Beitragvon Lorion42 » 7. November 2011, 14:09

Ich denke nicht, dass es aufgesetzt wirken muss. Die meisten Spielmechanismen haben ein Vorbild in der Wirklichkeit (z.B. Bauen, Aufträge, ja sogar würfeln als Simulation einer Wahrscheinlichkeitsverteilung). Vor allem andersrum kommen mMn nicht wirklich weniger aufgesetzte Strukturen raus.

Es kann helfen, sich klar zu machen, woher eine Mechanik kommt und dann danach zu suchen. Z.B. gab es demokratische Entscheidungen als Scherbengericht in Griechenland oder unterm Mondenschein als Thing der Wikinger. Aus beiden lassen sich sicher tolle Spiele erstellen.
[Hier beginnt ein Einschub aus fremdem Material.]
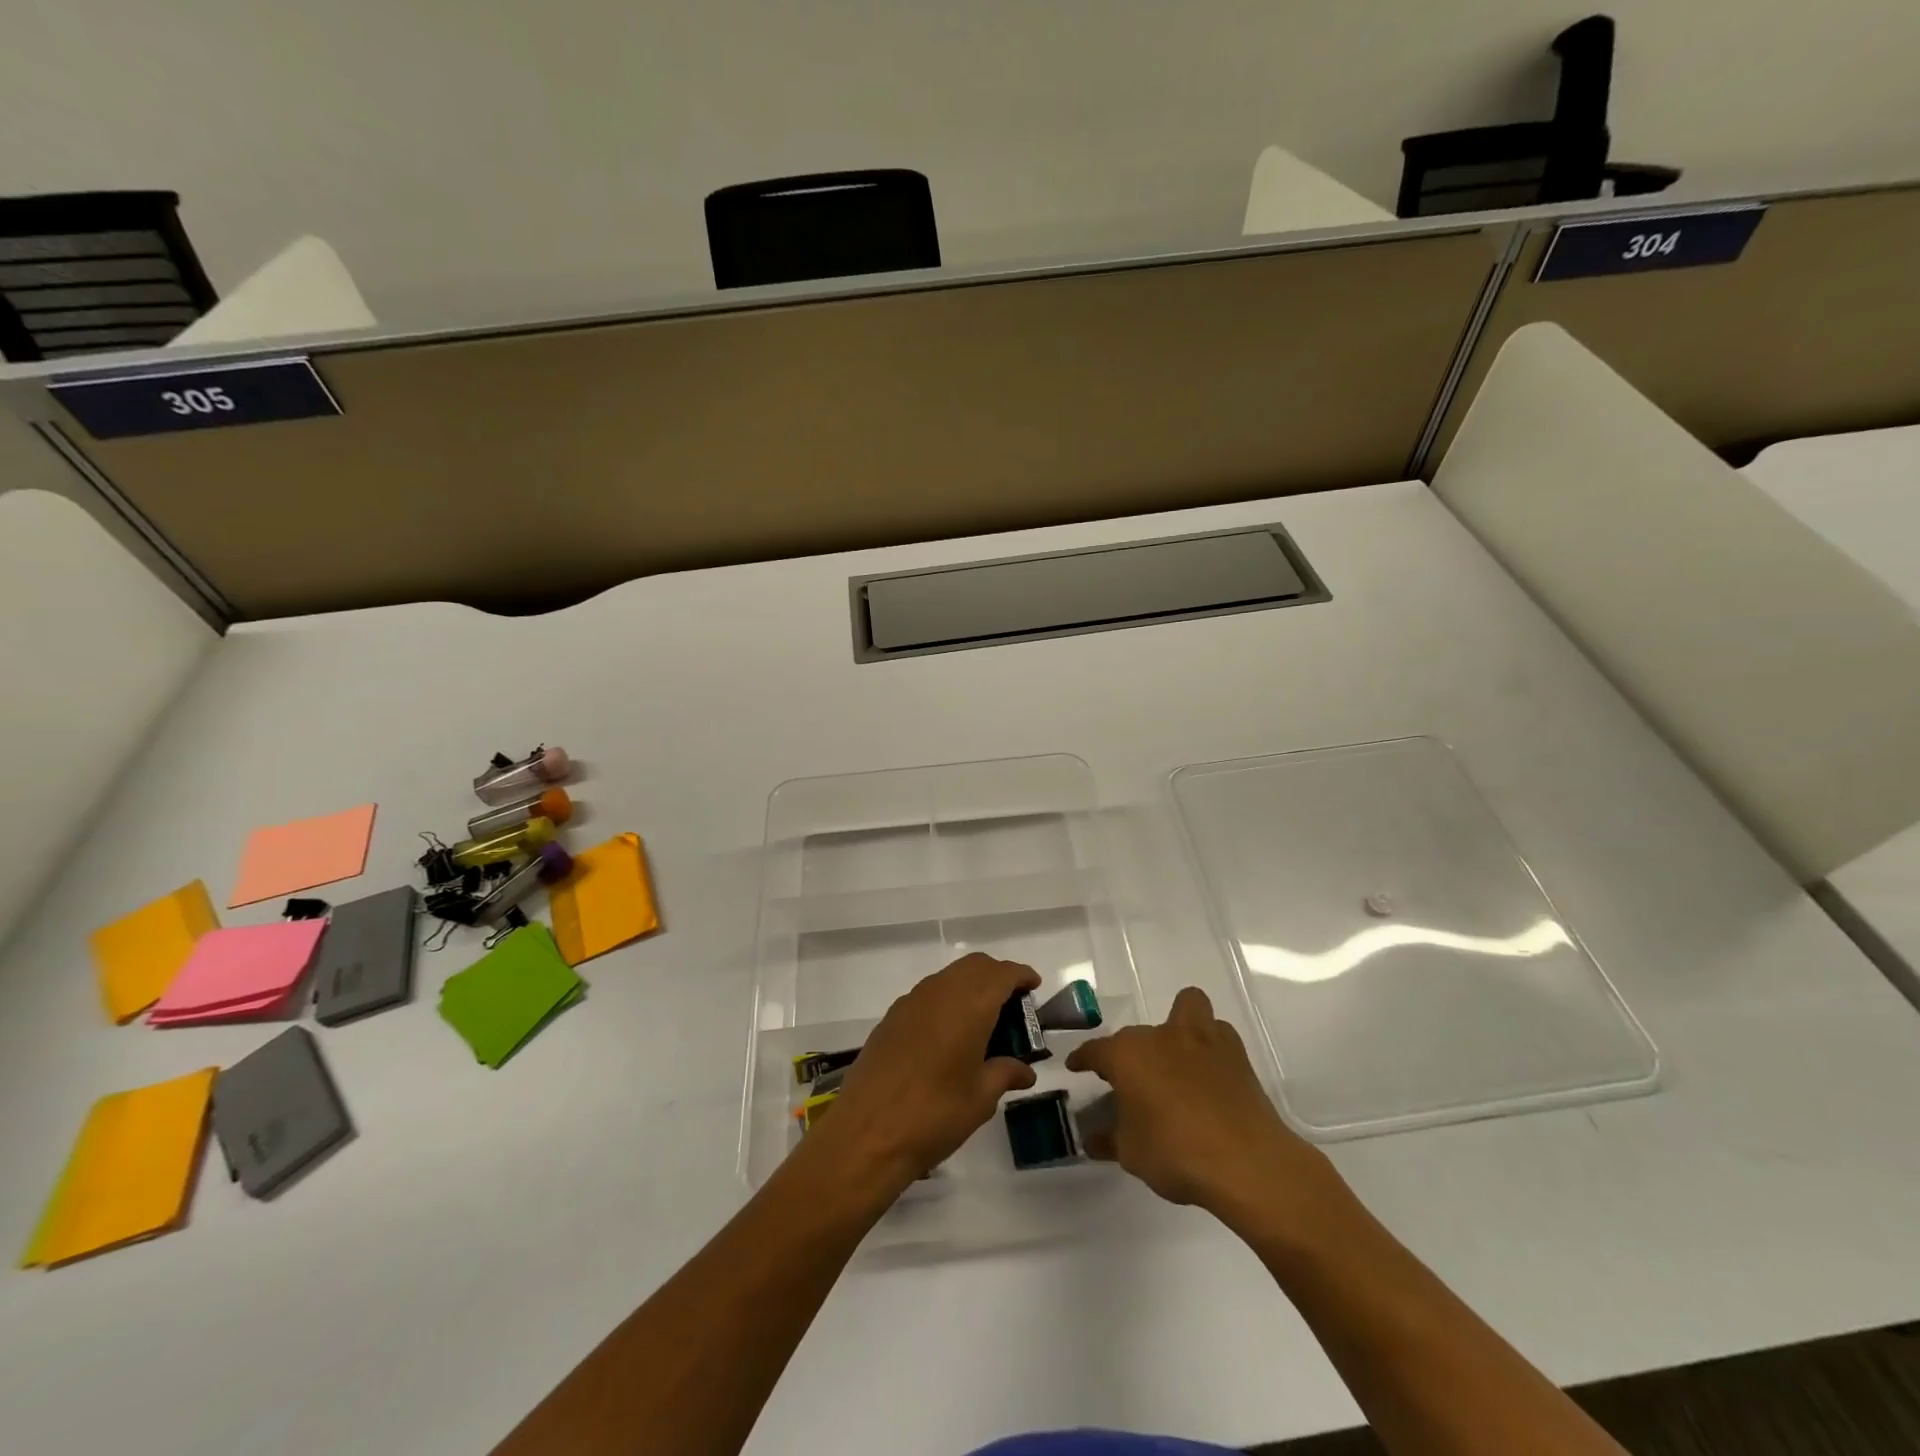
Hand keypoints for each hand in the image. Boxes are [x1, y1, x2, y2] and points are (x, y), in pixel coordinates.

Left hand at [806, 953, 1041, 1196]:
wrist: (866, 1134)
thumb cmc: (934, 1115)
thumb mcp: (980, 1099)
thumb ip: (1004, 1074)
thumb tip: (1024, 1071)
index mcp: (969, 1005)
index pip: (1001, 973)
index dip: (1021, 975)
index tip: (1034, 986)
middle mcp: (940, 992)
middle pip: (974, 966)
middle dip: (996, 976)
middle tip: (1012, 1005)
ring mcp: (911, 1002)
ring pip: (949, 977)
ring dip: (970, 986)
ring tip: (983, 1020)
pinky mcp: (891, 1018)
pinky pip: (928, 994)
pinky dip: (947, 1000)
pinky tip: (949, 1034)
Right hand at [1066, 987, 1350, 1237]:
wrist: (1246, 1162)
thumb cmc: (1176, 1153)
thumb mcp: (1131, 1154)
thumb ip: (1110, 1139)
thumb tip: (1094, 1138)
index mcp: (1127, 1054)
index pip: (1095, 1050)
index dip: (1083, 1060)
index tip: (1077, 1067)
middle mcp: (1160, 1036)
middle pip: (1136, 1036)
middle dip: (1131, 1055)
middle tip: (1133, 1085)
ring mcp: (1201, 1039)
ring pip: (1186, 1007)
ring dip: (1179, 1026)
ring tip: (1177, 1058)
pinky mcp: (1235, 1053)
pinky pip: (1216, 1034)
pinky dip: (1209, 1046)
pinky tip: (1208, 1074)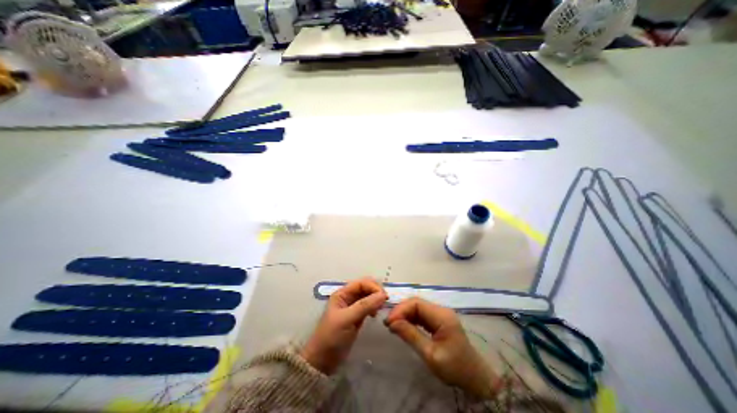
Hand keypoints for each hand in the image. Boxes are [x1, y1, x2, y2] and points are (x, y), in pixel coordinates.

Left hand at [302, 277, 386, 373]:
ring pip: (368, 296)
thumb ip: (365, 306)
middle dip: (376, 292)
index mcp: (342, 293)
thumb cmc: (332, 336)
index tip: (384, 296)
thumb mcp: (347, 319)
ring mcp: (353, 306)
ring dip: (376, 299)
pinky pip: (369, 306)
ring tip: (380, 309)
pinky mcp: (357, 316)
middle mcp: (348, 297)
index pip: (361, 283)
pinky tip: (375, 314)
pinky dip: (374, 307)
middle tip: (384, 302)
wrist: (323, 361)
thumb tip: (383, 295)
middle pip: (366, 287)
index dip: (373, 287)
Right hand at [387, 298, 501, 397]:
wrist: (475, 378)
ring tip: (393, 325)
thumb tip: (392, 323)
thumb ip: (411, 336)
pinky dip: (411, 319)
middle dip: (401, 311)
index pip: (416, 304)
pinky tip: (403, 326)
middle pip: (416, 303)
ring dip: (404, 314)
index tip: (389, 322)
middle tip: (388, 323)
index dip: (401, 309)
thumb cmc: (455, 368)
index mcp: (442, 316)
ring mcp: (440, 314)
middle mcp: (441, 310)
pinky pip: (421, 314)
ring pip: (418, 307)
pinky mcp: (439, 320)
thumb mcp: (431, 355)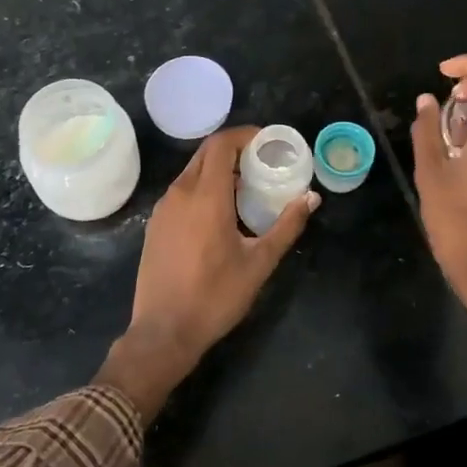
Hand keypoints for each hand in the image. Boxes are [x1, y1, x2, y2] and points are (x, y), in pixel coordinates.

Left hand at [98, 126, 317, 420]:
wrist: (163, 331)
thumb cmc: (215, 296)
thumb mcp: (259, 263)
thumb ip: (287, 226)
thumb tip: (311, 198)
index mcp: (206, 196)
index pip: (221, 144)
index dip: (244, 135)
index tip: (266, 141)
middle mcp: (180, 193)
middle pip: (205, 153)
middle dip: (233, 149)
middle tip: (260, 161)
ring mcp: (163, 208)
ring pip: (191, 171)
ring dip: (217, 168)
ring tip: (245, 186)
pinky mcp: (155, 224)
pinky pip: (181, 191)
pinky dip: (202, 186)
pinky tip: (219, 211)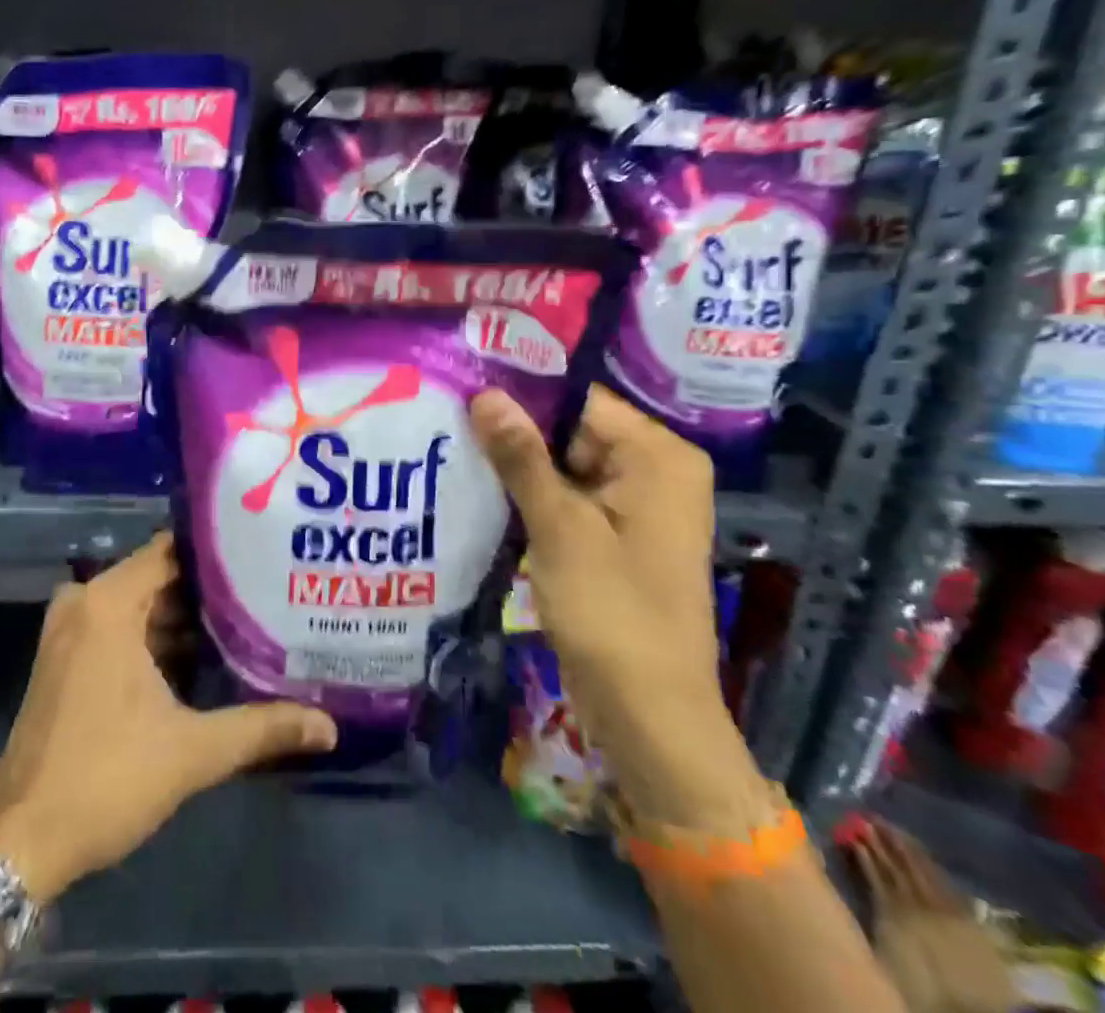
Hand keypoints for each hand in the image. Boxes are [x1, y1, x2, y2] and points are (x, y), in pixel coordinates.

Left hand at [0, 532, 336, 900]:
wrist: (20, 842)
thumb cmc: (105, 779)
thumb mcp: (191, 752)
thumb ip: (262, 729)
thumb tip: (329, 727)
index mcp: (107, 602)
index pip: (172, 550)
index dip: (218, 553)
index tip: (262, 555)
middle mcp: (84, 601)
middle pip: (158, 577)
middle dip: (209, 590)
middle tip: (266, 591)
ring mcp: (70, 629)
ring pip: (140, 605)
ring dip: (184, 617)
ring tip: (246, 620)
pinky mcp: (66, 657)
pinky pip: (120, 626)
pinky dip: (155, 637)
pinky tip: (201, 656)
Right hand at [471, 385, 762, 826]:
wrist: (649, 715)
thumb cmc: (612, 613)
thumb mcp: (560, 528)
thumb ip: (521, 456)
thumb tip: (485, 393)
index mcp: (658, 457)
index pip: (579, 401)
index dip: (521, 395)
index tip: (461, 388)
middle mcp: (654, 471)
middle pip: (571, 430)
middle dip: (514, 433)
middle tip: (446, 421)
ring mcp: (635, 506)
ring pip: (563, 465)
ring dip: (516, 467)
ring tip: (451, 449)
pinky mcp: (615, 536)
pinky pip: (567, 497)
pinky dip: (530, 497)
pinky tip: (480, 491)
Workerplacement hat Analogien zur Betriebswirtschaft (Leute einstellen oder lieber feuern). Card-Drafting passt super in die Wildnis (wer etwas zuerst findet, behält es). Deckbuilding passt super zu einem Handelsspiel (möglichst breites Portfolio bieten, um genau das richtige zu haben, wenn zufällige Kunden in den Laden kommen).

Gib mir eine Mechanik, ich finde dir ein stimmiges Thema ;)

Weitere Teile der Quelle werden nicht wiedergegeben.